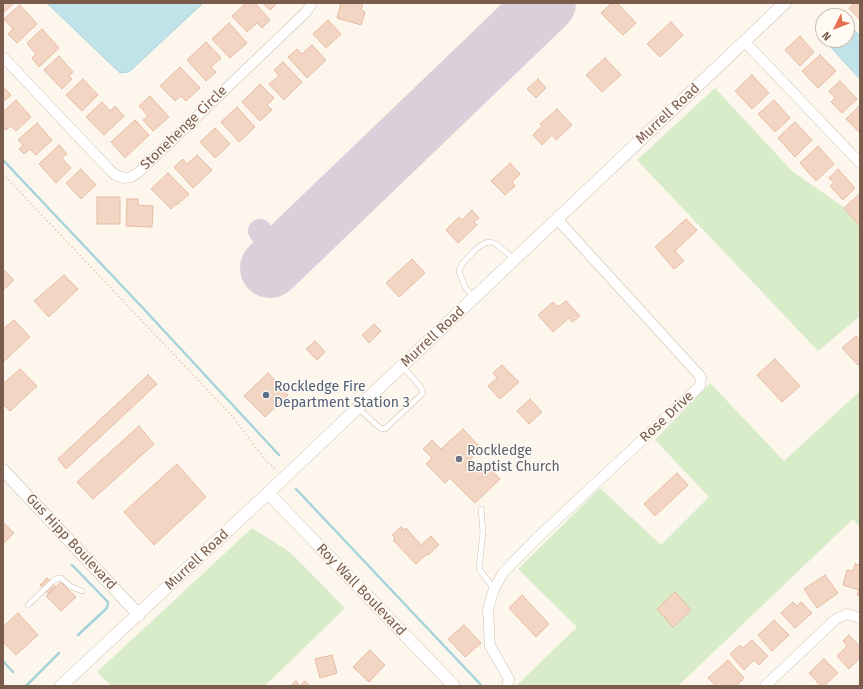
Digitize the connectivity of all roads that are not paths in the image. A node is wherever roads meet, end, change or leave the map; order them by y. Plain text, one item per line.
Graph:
1 (312, 3) edge
2 (786, 3) edge
3 (745, 42) junction
4 (3, 57) edge
5 (860, 163) edge
6 (557, 219) junction
7 (514, 260) junction
8 (474, 298) junction
9 (402, 366) junction
10 (358, 408) junction
11 (3, 470) edge
12 (268, 493) junction
13 (481, 509) dead end
14 (494, 589) junction
15 (82, 591) dead end
16 (28, 605) dead end
17 (139, 615) junction
18 (860, 618) edge
19 (66, 684) edge
20 (454, 686) edge
21 (507, 686) edge
22 (765, 686) edge

1 - 4 street, Stonehenge Circle
2 - 3 street, Murrell Road
3 - 5 street
3 - 6 street, Murrell Road
6 - 7 street, Murrell Road
6 - 14 street, Rose Drive
7 - 8 street, Murrell Road
7 - 8 lane
8 - 9 street, Murrell Road
9 - 10 street, Murrell Road
9 - 10 lane
10 - 12 street, Murrell Road
11 - 17 street, Gus Hipp Boulevard
12 - 17 street, Murrell Road
12 - 20 street, Roy Wall Boulevard
13 - 14 lane
14 - 21 street, Rose Drive
15 - 16 lane
17 - 19 street, Murrell Road
18 - 22 street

◇ ◇ ◇ ◇ ◇

▸ DIRECTIONS
Make a word-for-word copy of the entries, without any pictures.

▸ RESPONSE BOX
Digitize the connectivity of all roads that are not paths in the image. A node is wherever roads meet, end, change or leave the map; order them by y. Plain text, one item per line.
Graph:
1 (312, 3) edge
2 (786, 3) edge
3 (745, 42) junction
4 (3, 57) edge
5 (860, 163) edge
6 (557, 219) junction
7 (514, 260) junction
8 (474, 298) junction
9 (402, 366) junction
10 (358, 408) junction
11 (3, 470) edge
12 (268, 493) junction
13 (481, 509) dead end
14 (494, 589) junction
15 (82, 591) dead end
16 (28, 605) dead end
17 (139, 615) junction
18 (860, 618) edge
19 (66, 684) edge
20 (454, 686) edge
21 (507, 686) edge
22 (765, 686) edge

1 - 4 street, Stonehenge Circle
2 - 3 street, Murrell Road
3 - 5 street
3 - 6 street, Murrell Road
6 - 7 street, Murrell Road
6 - 14 street, Rose Drive
7 - 8 street, Murrell Road
7 - 8 lane
8 - 9 street, Murrell Road
9 - 10 street, Murrell Road
9 - 10 lane
10 - 12 street, Murrell Road
11 - 17 street, Gus Hipp Boulevard
12 - 17 street, Murrell Road
12 - 20 street, Roy Wall Boulevard
13 - 14 lane
14 - 21 street, Rose Drive
15 - 16 lane
17 - 19 street, Murrell Road
18 - 22 street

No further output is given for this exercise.